One precedent is 80s action movies. Home video, plus a Hollywood system that had grown sceptical of indulging "genius" New Hollywood directors after flops like Heaven's Gate, led to the production of a lot of conservative-leaning action films. Think Cobra, Rambo, Red Dawn, Conan the Barbarian, Red Heat, Death Wish etc. etc. Even Aliens has a heroine who is appealing to both conservatives and liberals: the warrior mother is a figure in conservative iconography that goes back centuries; her violence stems from protective maternal instincts that conservatives laud, and she confronts men only insofar as they are weak. Similar women are a stock figure of Western culture, at least in Northern Europe: https://en.wikipedia.org/wiki/Catherine_Douglas
There's also e.g. the Rocky films from that period, which are some of the best examples I know of traditional working-class American conservative values: nobody owes you anything, work hard, respect your elders, family comes first, don't forget where you came from, stand up for yourself etc. These values are popular among high-orderliness people in pretty much every culture, including China.

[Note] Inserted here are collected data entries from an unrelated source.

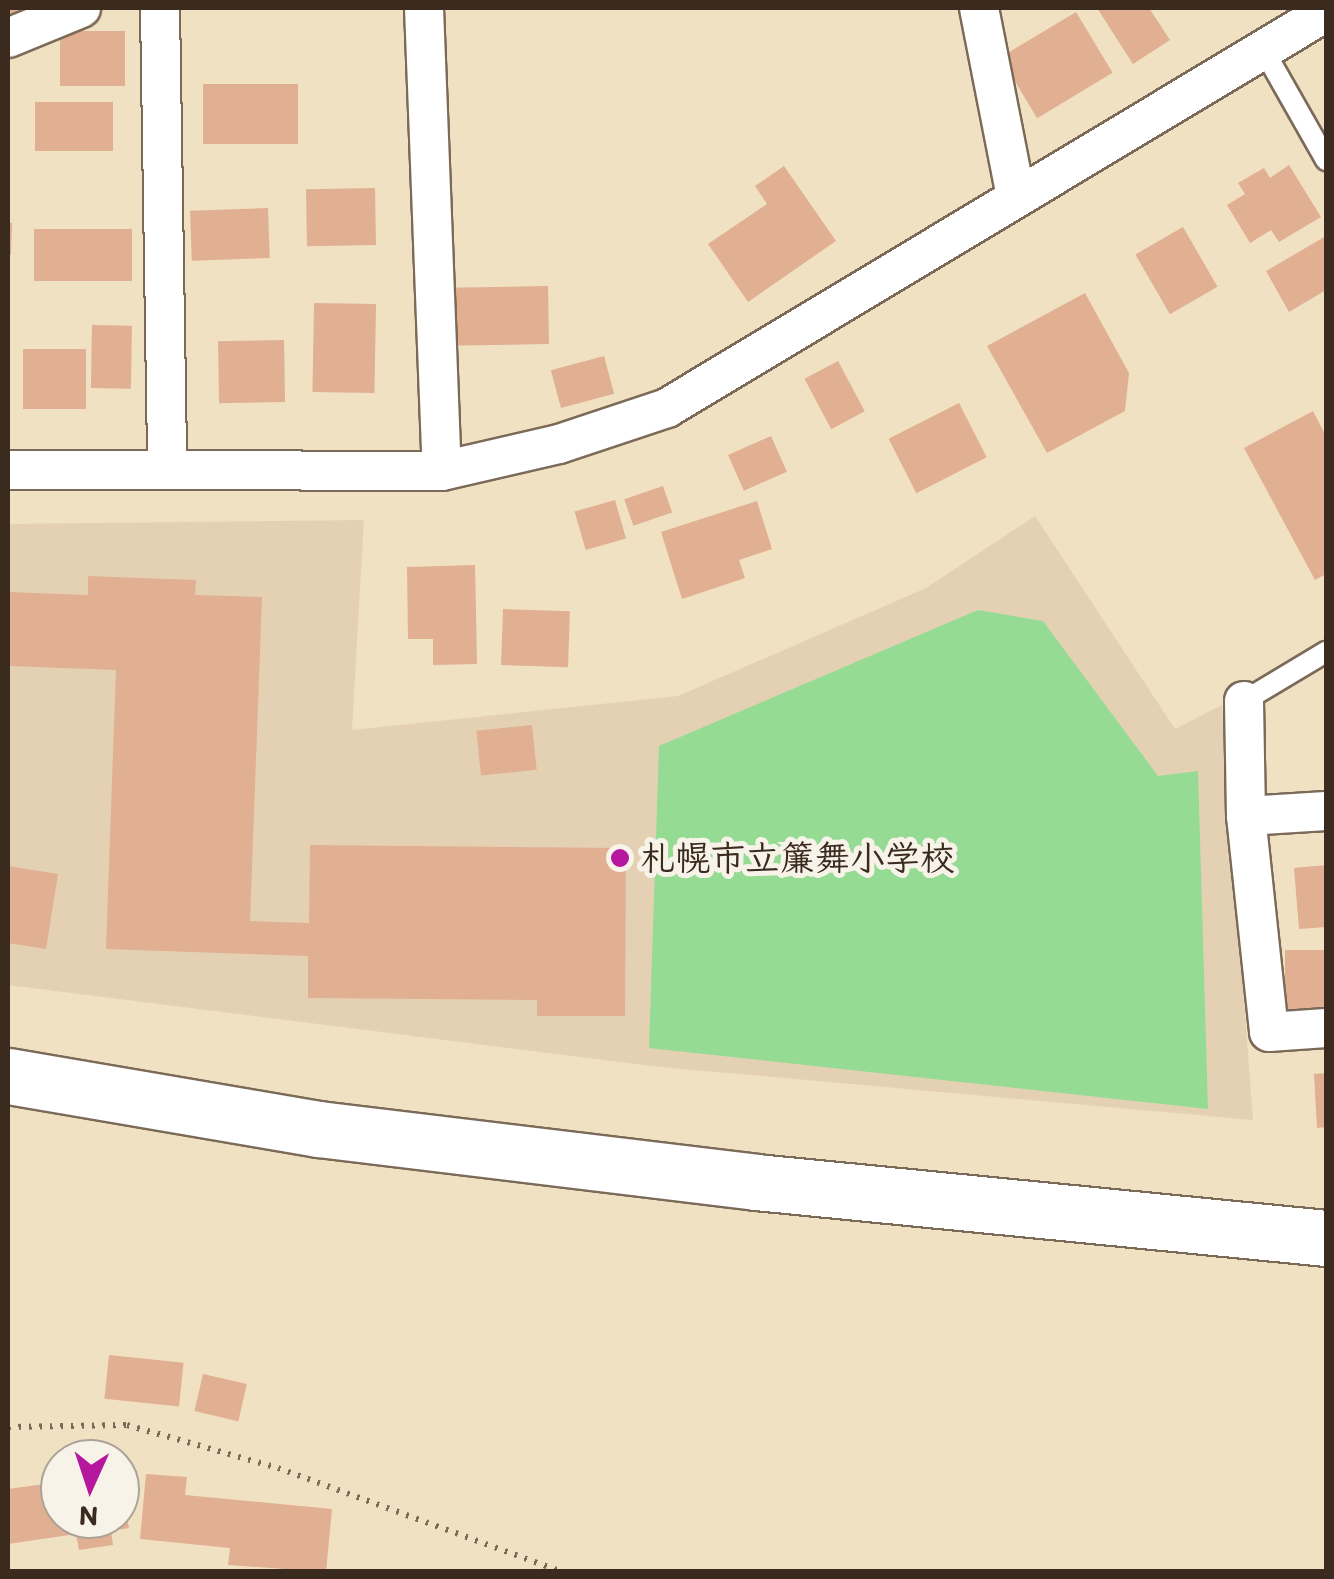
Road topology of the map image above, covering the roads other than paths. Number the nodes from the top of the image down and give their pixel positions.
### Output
1 (80, 8) edge
2 (160, 8) edge
3 (424, 8) edge
4 (979, 8) edge
5 (1322, 12) edge
6 (8, 38) edge
7 (1263, 49) junction
8 (1326, 160) edge
9 (1016, 196) junction
10 (8, 470) edge
11 (167, 470) junction
12 (442, 471) junction
13 (1326, 652) edge
14 (1244, 701) joint
15 (1326, 811) edge
16 (1246, 816) junction
17 (1326, 1028) edge
18 (8, 1076) edge
19 (1326, 1238) edge

1 - 6 street
2 - 11 street
3 - 12 street
4 - 9 street
5 - 7 street
7 - 8 lane
7 - 9 street
9 - 12 street
10 - 11 street
11 - 12 street
13 - 14 lane
14 - 16 street
15 - 16 street
16 - 17 street
18 - 19 street

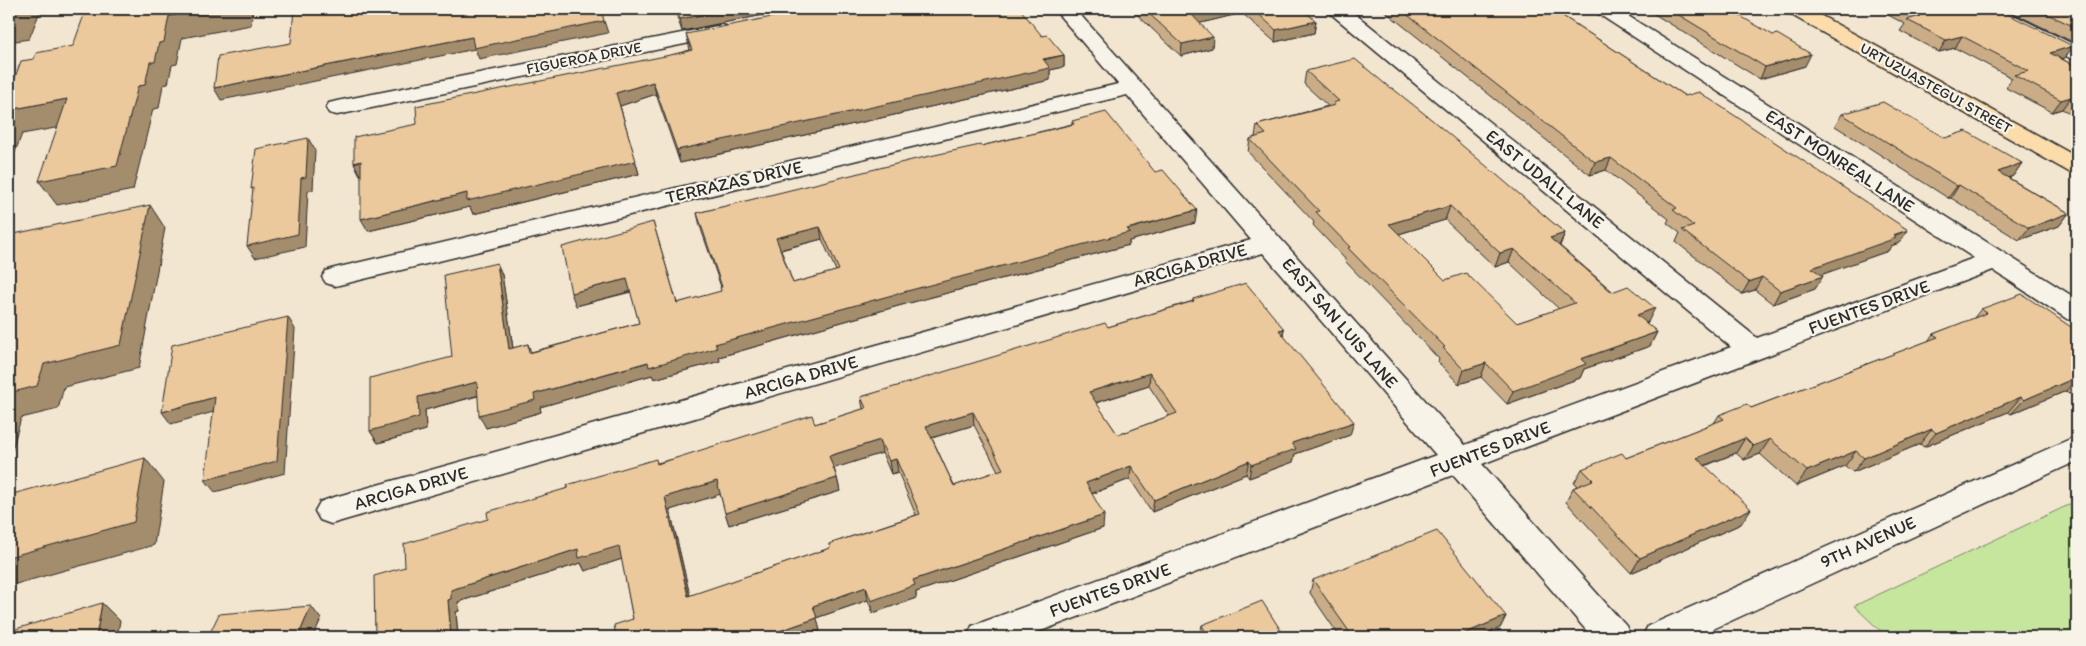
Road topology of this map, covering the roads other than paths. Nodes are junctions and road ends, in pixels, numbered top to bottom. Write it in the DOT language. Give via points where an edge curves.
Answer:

Of course, as some people here have already noted, the problems for conservative culture production seem to be more supply-side than demand-side. However, I think that 80s action has lessons here as well. Stallone wasn't consistently a big star until the 80s: Rocky and Rocky II were exceptions in a career of failure and disappointment. Ahnold, Dolph, Church Norris, etc. came from outside the standard Hollywood system. Charles Bronson was a salty veteran and Michael Winner (the Death Wish director) was a sleazy Limey:
https://youtube.com/watch?v=efl5pFTFnBU
So a conservative director looking to make an action movie should try to make something Chinese friendly and go outside the box for the star, e.g. a wrestler, MMA fighter, or boxer as the lead.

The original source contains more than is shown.